Little Rock is the Pulaski County seat and Arkansas state capital, situated in the center of the state along the Arkansas River. Within the city, West 9th Street was the center of the Black community during the early to mid-1900s. Due to segregation laws after the Civil War, 9th Street became known as "the Line" separating Black and white communities. The street was home to many Black churches, businesses, and community centers and was surrounded by Black neighborhoods. One of the most well-known Black fraternal organizations, the Mosaic Templars of America (MTA), was located there, along with one of the popular churches in the Black community, the African Methodist Episcopal (AME) Church.

The Twin City Press newspaper began on 9th Street in 1937, founded by the Clayborn brothers, John Henry Clayborn, Jr. and Charles A. Clayborn. They published the Press once a week, operating their printing plant in the Mosaic Templar Building. The paper was established to bring news to the Black community, and according to the publisher's block the paper was "nonpolitical, nonsectarian, independent, clean progressive, and constructive." It also advised that it was "for those who are for us but not against those who are against us. Supports all things worth supporting." The Press printed local, state, and national news, with special attention paid to education and religion. It had a page in each issue dedicated as a Woman's Page and another page for Sports. The Woman's Page included news about social events, religious events, and clubs.

At the start, John Clayborn, Jr. and Charles Clayborn had assistance with the paper from their father, John Henry Clayborn, Sr. Some sources reported that Clayborn, Sr. founded the Press, but the paper itself credited the Clayborn brothers as founders. Clayborn, Sr. had newspaper experience, as he was the editor and manager of the Southern Christian Recorder (1889–1946) from 1931 to 1938. The Recorder was a newspaper put out by the AME Church, circulated nationwide and in multiple countries.

Charles Clayborn died the same year the paper was founded, and John Clayborn, Jr. died a few years later in 1939. The Press was carried on by the Southern Recorder Publishing Company set up by Clayborn, Sr. while he ran the Recorder. By 1940, the publishing company consisted of David T. Clayborn (brother of Charles and John Clayborn, Jr.) as the manager, Emory Overton Jackson as editor, Mrs. O. T. Hatcher (also sometimes listing herself as Mrs. E. C. Hatcher under her husband's name) as the general manager, and S. M. Ballard as advertising manager. The Press's headquarters moved to the Clayborn Building at 923 West 9th Street. The building was owned by Clayborn, Sr. and his son David T. Clayborn, the Press's manager at that point.

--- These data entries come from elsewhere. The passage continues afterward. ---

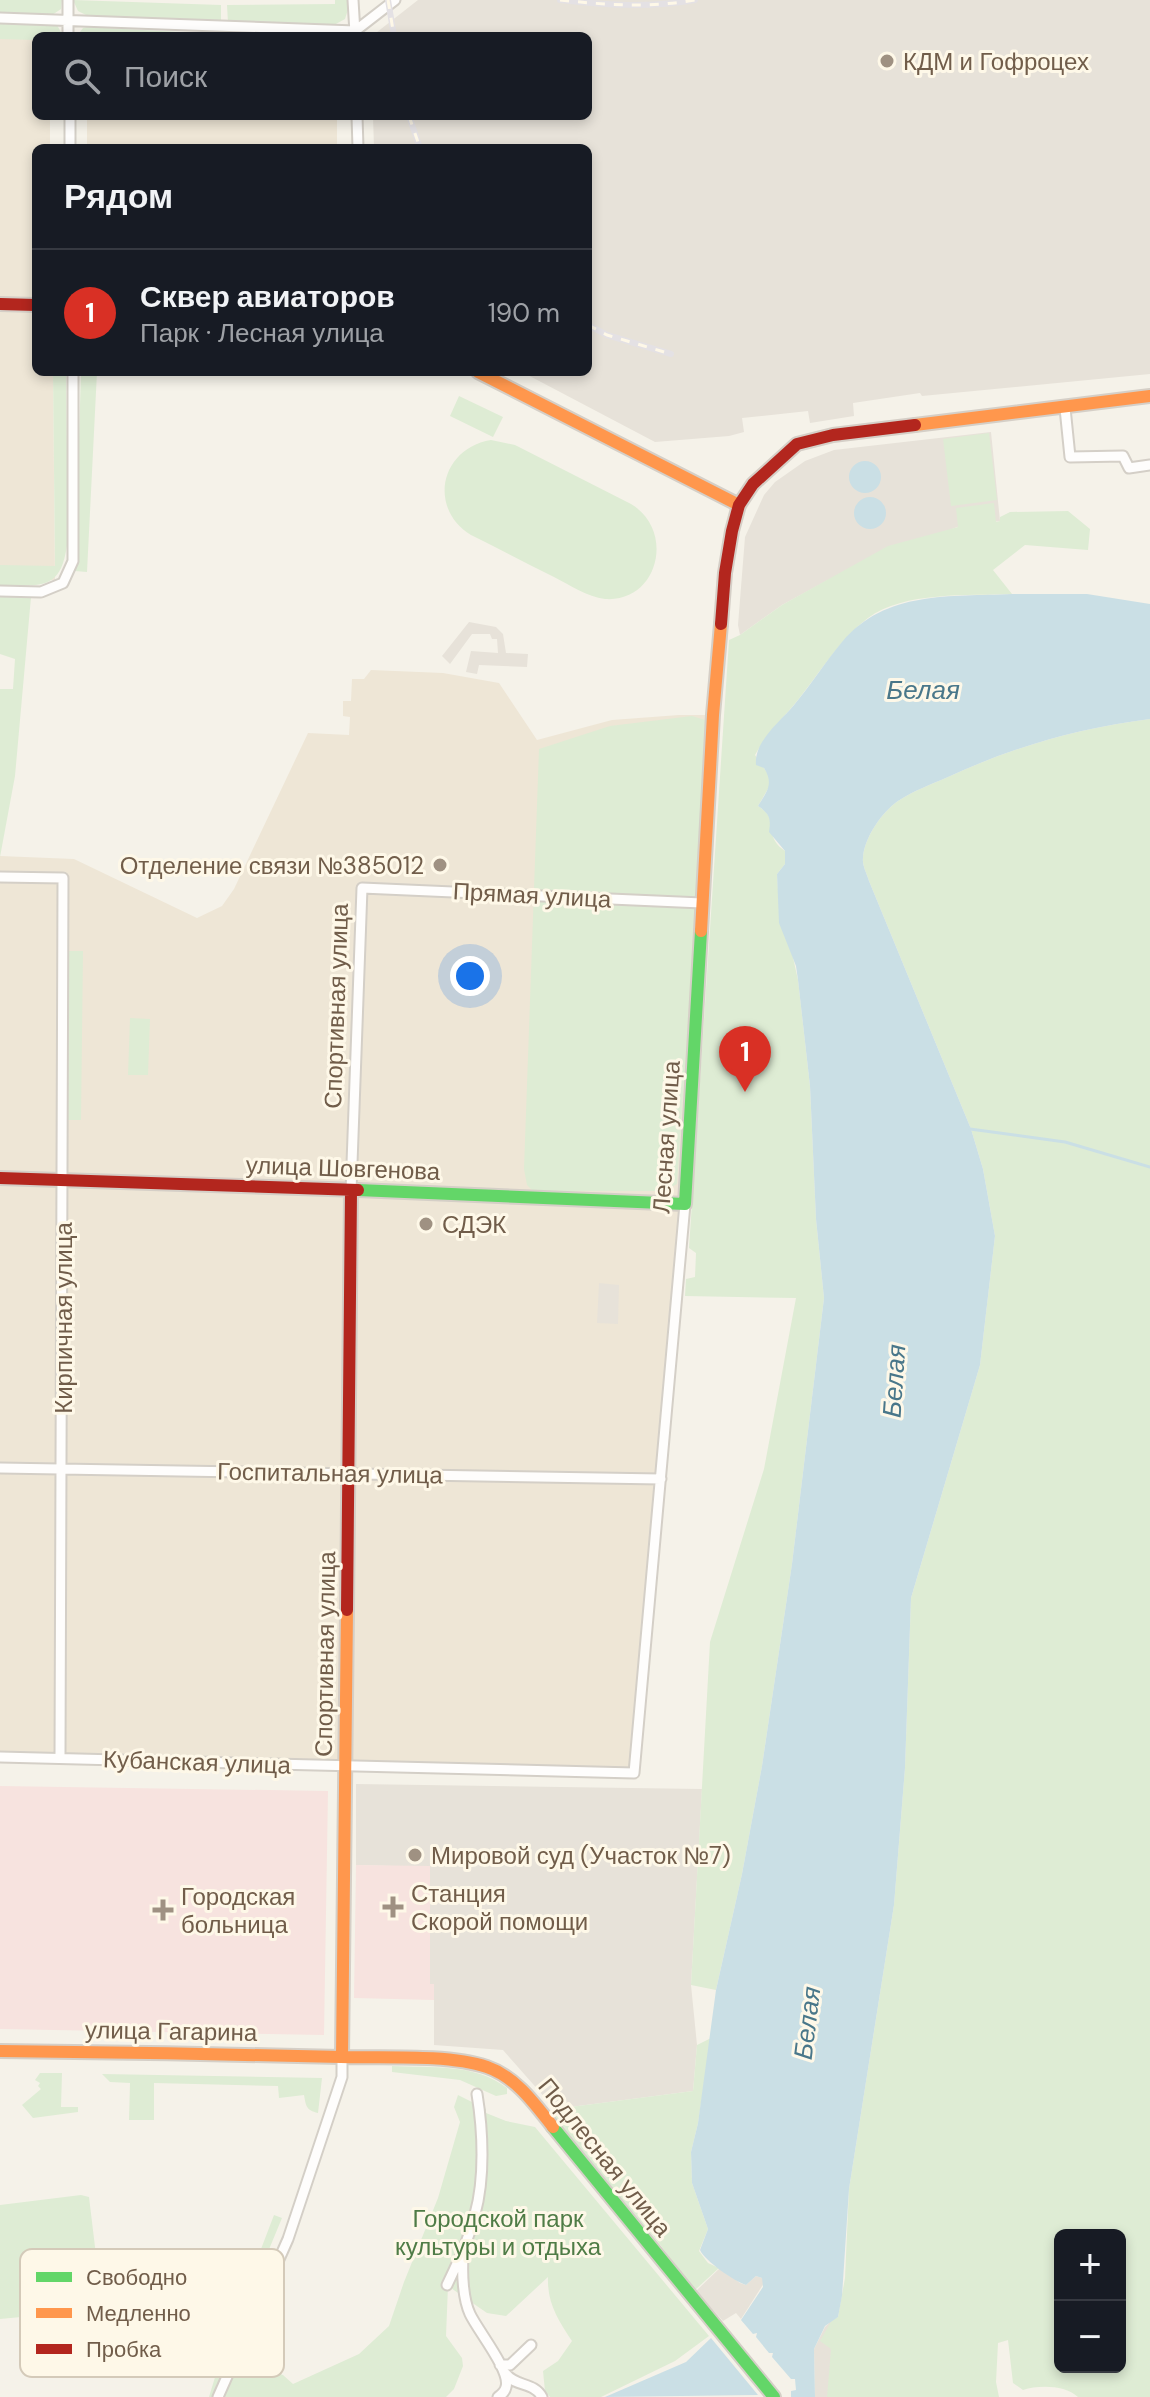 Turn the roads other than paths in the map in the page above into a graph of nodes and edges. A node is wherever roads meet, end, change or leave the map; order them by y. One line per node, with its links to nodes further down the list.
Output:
1 (68, 0): 5 (street)
2 (353, 0): 8 (street)
3 (395, 0): 9 (street)
4 (0, 18): 5 (street)
5 (68, 20): 6 (street); 7 (street)
6 (68, 32)
7 (334, 32)
8 (356, 32)
9 (357, 32)
10 (70, 120): 12 (street)
11 (357, 120): 13 (street)
12 (70, 144)
13 (358, 144)
14 (0, 304): 15 (main road)
15 (32, 305)
16 (73, 376): 22 (street)
17 (486, 376): 21 (main road)
18 (1150, 396): 19 (main road)
19 (1065, 408): 20 (street); 21 (main road)
20 (1150, 465)
21 (739, 505): 25 (main road, Лесная улица)
22 (0, 591)
23 (0, 877): 27 (street, Кирпичная улица)
24 (362, 888): 25 (street, Прямая улица); 28 (street, Спортивная улица)
25 (702, 903): 29 (main road, Лесная улица)
26 (0, 1178): 27 (main road, улица Шовгенова)
27 (63, 1180): 28 (main road, улица Шовгенова); 31 (street, Кирпичная улица)
28 (351, 1191): 29 (main road, улица Шовгенова); 32 (main road, Спортивная улица)
29 (685, 1204): 33 (street, Лесная улица)
30 (0, 1468): 31 (street, Госпитальная улица)
31 (63, 1469): 32 (street, Госпитальная улица); 35 (street, Кирпичная улица)
32 (349, 1473): 33 (street, Госпитальная улица); 36 (main road, Спортивная улица)
33 (661, 1479): 37 (street, Лесная улица)
34 (0, 1757): 35 (street, Кубанская улица)
35 (60, 1758): 36 (street, Кубанская улица)
36 (346, 1766): 37 (street, Кубанская улица); 39 (main road, Спортивная улица)
37 (634, 1773)
38 (0, 2051): 39 (main road, улица Гагарина)
39 (342, 2057): 42 (street, Спортивная улица); 47 (main road, Подлесная улица)
40 (477, 2094): 41 (street)
41 (466, 2243): 43 (street); 45 (street)
42 (284, 2249)
43 (447, 2285)
44 (531, 2345): 45 (street)
45 (502, 2368): 49 (street); 50 (street)
46 (227, 2377): 48 (street, Спортивная улица)
47 (770, 2393)
48 (218, 2397)
49 (498, 2397)
50 (542, 2397)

The Twin City Press had a sister paper, the Pine Bluff Press (19??-19??), published in nearby Pine Bluff, Jefferson County. The papers had entirely different staff members, but had matching mastheads, taglines ("Here to Serve – for Race Uplift"), newspaper format, and shared many of the same news stories and segments. The Twin City offices also took care of arranging advertisements in the Pine Bluff Press newspaper, as the Pine Bluff Press told its advertisers to make their checks payable to the Twin City Press.

The Twin City Press ceased publication in 1940, but its equipment continued to be used. The printing plant was leased by Black civil rights pioneers Lucious Christopher Bates and Daisy Lee Gatson Bates, which they used to start the Arkansas State Press (1941–1959) in 1941. They credited their predecessors, printing on the masthead that the State Press was formerly the Twin City Press.

As of this writing, there is only one surviving issue of the Press. This is the case for many Black newspapers, as past archival organizations were often neglectful of preserving the Black community's written heritage, and the newspapers did not survive. When newspapers disappear, Black voices are forever lost, leaving a large gap in the understanding of our history.